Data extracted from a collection
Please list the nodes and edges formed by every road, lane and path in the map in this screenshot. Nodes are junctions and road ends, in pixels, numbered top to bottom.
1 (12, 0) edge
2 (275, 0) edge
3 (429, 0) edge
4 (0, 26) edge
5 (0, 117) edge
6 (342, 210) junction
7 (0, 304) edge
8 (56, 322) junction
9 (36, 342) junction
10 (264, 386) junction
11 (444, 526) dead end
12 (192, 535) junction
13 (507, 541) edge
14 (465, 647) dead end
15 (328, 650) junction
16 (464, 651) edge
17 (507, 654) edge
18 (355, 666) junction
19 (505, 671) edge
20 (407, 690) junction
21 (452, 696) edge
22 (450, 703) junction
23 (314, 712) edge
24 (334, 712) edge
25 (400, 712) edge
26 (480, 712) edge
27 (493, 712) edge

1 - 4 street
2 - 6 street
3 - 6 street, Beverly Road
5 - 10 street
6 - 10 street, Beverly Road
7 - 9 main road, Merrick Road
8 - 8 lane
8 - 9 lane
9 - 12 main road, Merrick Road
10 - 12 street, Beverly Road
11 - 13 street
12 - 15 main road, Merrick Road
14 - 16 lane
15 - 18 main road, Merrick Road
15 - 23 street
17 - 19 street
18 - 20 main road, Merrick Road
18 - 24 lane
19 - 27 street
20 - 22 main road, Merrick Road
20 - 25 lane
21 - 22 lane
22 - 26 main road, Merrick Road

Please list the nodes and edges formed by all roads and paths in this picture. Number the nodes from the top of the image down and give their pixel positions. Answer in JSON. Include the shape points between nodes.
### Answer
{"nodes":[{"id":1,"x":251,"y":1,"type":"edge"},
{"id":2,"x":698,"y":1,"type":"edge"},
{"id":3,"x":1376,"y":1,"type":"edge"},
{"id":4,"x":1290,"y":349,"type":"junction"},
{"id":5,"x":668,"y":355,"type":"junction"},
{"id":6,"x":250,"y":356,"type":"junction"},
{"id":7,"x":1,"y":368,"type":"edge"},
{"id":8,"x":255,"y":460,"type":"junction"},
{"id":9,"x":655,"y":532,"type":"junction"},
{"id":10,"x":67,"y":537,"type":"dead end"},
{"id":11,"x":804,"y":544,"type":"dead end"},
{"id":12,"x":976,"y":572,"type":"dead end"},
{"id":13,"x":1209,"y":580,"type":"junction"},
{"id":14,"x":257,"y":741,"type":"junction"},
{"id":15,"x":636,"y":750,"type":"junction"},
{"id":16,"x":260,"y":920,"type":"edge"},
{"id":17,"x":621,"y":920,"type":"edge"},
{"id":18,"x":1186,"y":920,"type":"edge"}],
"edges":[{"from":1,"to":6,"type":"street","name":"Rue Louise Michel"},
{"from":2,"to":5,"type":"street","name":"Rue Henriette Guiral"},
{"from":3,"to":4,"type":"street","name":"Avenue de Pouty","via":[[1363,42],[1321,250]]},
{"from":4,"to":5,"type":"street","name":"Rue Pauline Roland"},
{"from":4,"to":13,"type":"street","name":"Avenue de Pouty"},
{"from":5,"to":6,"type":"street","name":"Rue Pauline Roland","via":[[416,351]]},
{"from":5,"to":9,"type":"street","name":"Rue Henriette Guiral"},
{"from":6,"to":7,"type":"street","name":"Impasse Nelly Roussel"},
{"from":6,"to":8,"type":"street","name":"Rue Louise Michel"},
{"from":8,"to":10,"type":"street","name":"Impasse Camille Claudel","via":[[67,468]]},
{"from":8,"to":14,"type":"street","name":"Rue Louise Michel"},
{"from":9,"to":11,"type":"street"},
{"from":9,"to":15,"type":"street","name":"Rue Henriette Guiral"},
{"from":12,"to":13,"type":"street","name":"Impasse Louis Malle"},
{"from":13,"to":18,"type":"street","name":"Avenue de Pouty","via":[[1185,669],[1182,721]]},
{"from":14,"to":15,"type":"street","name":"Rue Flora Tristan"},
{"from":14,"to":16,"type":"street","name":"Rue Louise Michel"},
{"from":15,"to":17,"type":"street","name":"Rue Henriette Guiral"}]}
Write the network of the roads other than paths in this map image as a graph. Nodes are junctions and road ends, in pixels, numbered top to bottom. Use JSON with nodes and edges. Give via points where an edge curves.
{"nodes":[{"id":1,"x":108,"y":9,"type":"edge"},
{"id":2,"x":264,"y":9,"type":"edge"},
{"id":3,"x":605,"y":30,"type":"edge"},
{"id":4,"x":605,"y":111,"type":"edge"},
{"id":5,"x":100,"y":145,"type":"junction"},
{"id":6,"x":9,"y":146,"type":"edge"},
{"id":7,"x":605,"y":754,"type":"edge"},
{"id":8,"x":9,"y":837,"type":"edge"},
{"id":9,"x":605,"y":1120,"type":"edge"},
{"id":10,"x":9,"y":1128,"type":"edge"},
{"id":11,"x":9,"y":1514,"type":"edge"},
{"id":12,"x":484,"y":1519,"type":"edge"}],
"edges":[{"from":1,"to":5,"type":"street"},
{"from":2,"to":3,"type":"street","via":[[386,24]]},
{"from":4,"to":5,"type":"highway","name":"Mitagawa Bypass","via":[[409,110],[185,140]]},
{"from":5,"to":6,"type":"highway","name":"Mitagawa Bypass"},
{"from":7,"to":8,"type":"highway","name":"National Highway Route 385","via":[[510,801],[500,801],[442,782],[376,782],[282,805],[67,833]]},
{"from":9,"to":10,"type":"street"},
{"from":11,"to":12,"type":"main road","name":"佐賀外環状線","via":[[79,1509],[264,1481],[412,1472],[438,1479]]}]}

- **Required action**: Copy out the full set of entries without altering anything.

- **Response to this task**:
Please list the nodes and edges formed by every road, lane and path in the map in this screenshot. Nodes are junctions and road ends, in pixels, numbered top to bottom.
1 (12, 0) edge
2 (275, 0) edge
3 (429, 0) edge
4 (0, 26) edge
5 (0, 117) edge
6 (342, 210) junction
7 (0, 304) edge
8 (56, 322) junction
9 (36, 342) junction
10 (264, 386) junction
11 (444, 526) dead end
12 (192, 535) junction
13 (507, 541) edge
14 (465, 647) dead end
15 (328, 650) junction
16 (464, 651) edge
17 (507, 654) edge
18 (355, 666) junction
19 (505, 671) edge
20 (407, 690) junction
21 (452, 696) edge
22 (450, 703) junction
23 (314, 712) edge
24 (334, 712) edge
25 (400, 712) edge
26 (480, 712) edge
27 (493, 712) edge

1 - 4 street
2 - 6 street
3 - 6 street, Beverly Road
5 - 10 street
6 - 10 street, Beverly Road
7 - 9 main road, Merrick Road
8 - 8 lane
8 - 9 lane
9 - 12 main road, Merrick Road
10 - 12 street, Beverly Road
11 - 13 street
12 - 15 main road, Merrick Road
14 - 16 lane
15 - 18 main road, Merrick Road
15 - 23 street
17 - 19 street
18 - 20 main road, Merrick Road
18 - 24 lane
19 - 27 street
20 - 22 main road, Merrick Road
20 - 25 lane
21 - 22 lane
22 - 26 main road, Merrick Road

Please list the nodes and edges formed by all roads and paths in this picture. Number the nodes from the top of the image down and give their pixel positions. Answer in JSON. Include the shape points between nodes.
### Answer
{"nodes":[{"id":1,"x":251,"y":1,"type":"edge"},
{"id":2,"x":698,"y":1,"type":"edge"},
{"id":3,"x":1376,"y":1,"type":"edge"},
{"id":4,"x":1290,"y":349,"type":"junction"},
{"id":5,"x":668,"y":355,"type":"junction"},
{"id":6,"x":250,"y":356,"type":"junction"},
{"id":7,"x":1,"y":368,"type":"edge"},
{"id":8,"x":255,"y":460,"type":"junction"},
{"id":9,"x":655,"y":532,"type":"junction"},
{"id":10,"x":67,"y":537,"type":"dead end"},
{"id":11,"x":804,"y":544,"type":"dead end"},
{"id":12,"x":976,"y":572,"type":"dead end"},
{"id":13,"x":1209,"y":580,"type":"junction"},
{"id":14,"x":257,"y":741,"type":"junction"},
{"id":15,"x":636,"y":750,"type":"junction"},
{"id":16,"x":260,"y":920,"type":"edge"},
{"id":17,"x":621,"y":920,"type":"edge"},
{"id":18,"x":1186,"y":920,"type":"edge"}],
"edges":[{"from":1,"to":6,"type":"street","name":"Rue Louise Michel"},
{"from":2,"to":5,"type":"street","name":"Rue Henriette Guiral"},
{"from":3,"to":4,"type":"street","name":"Avenue de Pouty","via":[[1363,42],[1321,250]]},
{"from":4,"to":5,"type":"street","name":"Rue Pauline Roland"},
{"from":4,"to":13,"type":"street","name":"Avenue de Pouty"},
{"from":5,"to":6,"type":"street","name":"Rue Pauline Roland","via":[[416,351]]},
{"from":5,"to":9,"type":"street","name":"Rue Henriette Guiral"},
{"from":6,"to":7,"type":"street","name":"Impasse Nelly Roussel"},
{"from":6,"to":8,"type":"street","name":"Rue Louise Michel"},
{"from":8,"to":10,"type":"street","name":"Impasse Camille Claudel","via":[[67,468]]},
{"from":8,"to":14,"type":"street","name":"Rue Louise Michel"},
{"from":9,"to":11,"type":"street"},
{"from":9,"to":15,"type":"street","name":"Rue Henriette Guiral"},
{"from":12,"to":13,"type":"street","name":"Impasse Louis Malle"},
{"from":13,"to":18,"type":"street","name":"Avenue de Pouty","via":[[1185,669],[1182,721]]},
{"from":14,"to":15,"type":"street","name":"Rue Flora Tristan"},
{"from":14,"to":16,"type":"street","name":"Rue Louise Michel"},
{"from":15,"to":17,"type":"street","name":"Rue Henriette Guiral"}]}
Write the network of the roads other than paths in this map image as a graph. Nodes are junctions and road ends, in pixels, numbered top to bottom. Use JSON with nodes and edges. Give via points where an edge curves.
{"nodes":[{"id":1,"x":108,"y":9,"type":"edge"},
{"id":2,"x":264,"y":9,"type":"edge"},
{"id":3,"x":605,"y":30,"type":"edge"},
{"id":4,"x":605,"y":111,"type":"edge"},
{"id":5,"x":100,"y":145,"type":"junction"},
{"id":6,"x":9,"y":146,"type":"edge"},
{"id":7,"x":605,"y":754,"type":"edge"},
{"id":8,"x":9,"y":837,"type":"edge"},
{"id":9,"x":605,"y":1120,"type":"edge"},
{"id":10,"x":9,"y":1128,"type":"edge"},
{"id":11,"x":9,"y":1514,"type":"edge"},
{"id":12,"x":484,"y":1519,"type":"edge"}],
"edges":[{"from":1,"to":5,"type":"street"},
{"from":2,"to":3,"type":"street","via":[[386,24]]},
{"from":4,"to":5,"type":"highway","name":"Mitagawa Bypass","via":[[409,110],[185,140]]},
{"from":5,"to":6,"type":"highway","name":"Mitagawa Bypass"},
{"from":7,"to":8,"type":"highway","name":"National Highway Route 385","via":[[510,801],[500,801],[442,782],[376,782],[282,805],[67,833]]},
{"from":9,"to":10,"type":"street"},
{"from":11,"to":12,"type":"main road","name":"佐賀外環状線","via":[[79,1509],[264,1481],[412,1472],[438,1479]]}]}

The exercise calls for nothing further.